I was first introduced to Overcast via their Begging for Indifference three song 7” record from 1996. I remember that right away, two things made a big impression on me. First, the unique vocal style of Brian Fair. His voice would seamlessly shift from raspy clean singing that was reminiscent of the harsher vocal moments of a lot of 80’s style metal bands into an absolutely deranged sounding apocalyptic roar. I have never heard another vocalist successfully emulate this sound, and even Fair’s Shadows Fall era vocals feel somehow less intense in execution to me.
Second, bassist Mike D’Antonio’s bass tone. Even on the first few Killswitch Engage records, this same bass sound is instantly recognizable – gritty, thick, and chunky, it is frequently the lynchpin of his bands’ songwriting and the foundation on which the heaviest parts are laid. Overcast was no exception, but at the time nearly all of the hardcore and metalcore bands I listened to seemed to have little idea of what to do with the bass sound. Most of the time, it was either too warm and floppy to feel present in the mix on any given record, or it was clanky to the point that the low end disappeared entirely. Overcast knew how to ram that low end down your throat, and their songs were 1,000 times heavier because of it.
So, in early 1998 when I found Fight Ambition to Kill for sale in some distro at a Bane show I immediately bought it because I knew it was going to crush me. I put it on in the car on the way home from the show and from the opening bass notes of Apocalypse Upon Us, I was blown away.
The aforementioned opening track, which steamrolls along at a mid-tempo pace, slamming and chugging until it reaches a frantic and fevered crescendo toward the end, is one of several high points of Fight Ambition to Kill. It leads directly into the second track, Spun – one of the hands down heaviest pieces of music produced by any band during this time period, with the last 45 seconds of it being the kind of riff written specifically to invoke images of people gutting each other in a blood orgy straight out of a Hieronymus Bosch painting.
In addition to overt brutality, Overcast was able to pull off a bit more musical complexity than many of their contemporaries, as showcased in tracks like Styrofoam Death Machine; an instrumental that retains much the same structure as many of their other compositions, but incorporates more melody and some loud/soft dynamics not always present in the rest of the record.
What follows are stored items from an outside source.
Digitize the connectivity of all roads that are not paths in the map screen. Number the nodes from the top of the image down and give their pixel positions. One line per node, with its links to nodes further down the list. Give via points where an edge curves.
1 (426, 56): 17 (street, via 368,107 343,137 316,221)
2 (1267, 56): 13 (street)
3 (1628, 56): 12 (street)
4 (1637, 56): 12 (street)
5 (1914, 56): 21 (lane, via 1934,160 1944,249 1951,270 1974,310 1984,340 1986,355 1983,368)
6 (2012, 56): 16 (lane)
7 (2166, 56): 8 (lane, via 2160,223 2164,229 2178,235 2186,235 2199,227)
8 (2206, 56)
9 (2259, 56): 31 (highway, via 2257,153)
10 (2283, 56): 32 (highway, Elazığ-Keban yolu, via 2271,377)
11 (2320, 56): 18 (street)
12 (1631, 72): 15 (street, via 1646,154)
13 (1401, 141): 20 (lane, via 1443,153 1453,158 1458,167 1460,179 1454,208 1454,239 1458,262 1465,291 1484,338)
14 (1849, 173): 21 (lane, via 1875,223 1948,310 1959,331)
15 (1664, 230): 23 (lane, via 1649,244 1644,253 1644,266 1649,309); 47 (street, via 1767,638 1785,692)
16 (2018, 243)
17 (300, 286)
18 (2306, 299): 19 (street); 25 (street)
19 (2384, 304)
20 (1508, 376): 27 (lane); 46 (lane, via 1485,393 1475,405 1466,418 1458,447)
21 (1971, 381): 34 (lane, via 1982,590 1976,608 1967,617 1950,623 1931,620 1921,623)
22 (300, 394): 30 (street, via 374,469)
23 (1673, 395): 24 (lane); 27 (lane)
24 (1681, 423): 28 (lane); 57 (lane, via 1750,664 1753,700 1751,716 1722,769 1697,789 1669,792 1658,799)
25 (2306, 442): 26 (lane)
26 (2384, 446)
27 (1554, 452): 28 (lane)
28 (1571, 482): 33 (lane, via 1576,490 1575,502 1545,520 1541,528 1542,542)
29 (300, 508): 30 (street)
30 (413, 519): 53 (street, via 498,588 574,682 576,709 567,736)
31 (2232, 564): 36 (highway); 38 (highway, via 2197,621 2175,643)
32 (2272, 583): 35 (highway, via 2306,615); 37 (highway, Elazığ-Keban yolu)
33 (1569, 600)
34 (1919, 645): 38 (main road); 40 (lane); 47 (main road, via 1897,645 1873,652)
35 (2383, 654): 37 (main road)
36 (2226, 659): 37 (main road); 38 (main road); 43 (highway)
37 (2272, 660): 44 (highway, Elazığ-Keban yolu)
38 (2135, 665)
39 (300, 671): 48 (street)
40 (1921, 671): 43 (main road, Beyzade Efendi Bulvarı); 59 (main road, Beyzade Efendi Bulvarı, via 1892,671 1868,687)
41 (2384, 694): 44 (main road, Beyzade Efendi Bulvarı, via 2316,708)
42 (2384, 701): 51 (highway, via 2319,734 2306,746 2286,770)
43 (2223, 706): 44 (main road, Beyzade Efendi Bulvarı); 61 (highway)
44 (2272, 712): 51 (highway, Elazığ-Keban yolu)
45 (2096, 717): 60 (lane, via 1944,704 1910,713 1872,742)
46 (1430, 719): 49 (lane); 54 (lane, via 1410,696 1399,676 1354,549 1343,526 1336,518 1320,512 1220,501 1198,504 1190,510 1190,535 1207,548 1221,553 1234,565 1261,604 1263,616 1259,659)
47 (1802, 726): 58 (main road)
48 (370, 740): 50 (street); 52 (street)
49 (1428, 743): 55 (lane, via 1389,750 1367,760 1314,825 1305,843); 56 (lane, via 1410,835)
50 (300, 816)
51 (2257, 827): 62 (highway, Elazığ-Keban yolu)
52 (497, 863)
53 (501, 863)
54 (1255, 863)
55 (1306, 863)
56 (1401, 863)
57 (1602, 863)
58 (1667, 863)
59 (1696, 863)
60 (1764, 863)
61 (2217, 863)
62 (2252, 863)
Also, its an instrumental track on a metalcore record that I somehow don’t skip every single time it starts playing, which is more than I can say for almost every other instrumental track on every other metalcore record I’ve ever owned.
Other bright spots in Fight Ambition to Kill include the absolutely monstrous Seven Ft. Grin and closing track Forecast, which was re-recorded from the Begging For Indifference 7” and given a grosser, beefier treatment here.
Really though, this record is one of those rare gems that I listen to back to front most of the time I put it on. There’s no filler in there, nothing to skip over to get to the meat of the joint. Its a classic album that left an indelible mark on the metalcore landscape that came afterward. Overcast has reunited a couple of times for shows in the past decade, and has released two records post-breakup, including 2008’s Reborn to Kill again, which contains re-recorded versions of songs from Fight Ambition to Kill, Begging for Indifference, and their first full length Expectational Dilution and two unreleased “new” tracks. In my opinion though, the songs from Fight Ambition to Kill are better in their original versions. In 2015, Overcast issued an album called Only Death is Smiling, which is a comprehensive collection of their recorded output and serves as a perfect guide to one of the best and heaviest bands of the 90’s early metalcore scene. If you’re somehow unfamiliar with these dudes, dive in to Fight Ambition to Kill, and find out why it has been so hard for me to really ever care about KsE and Shadows Fall.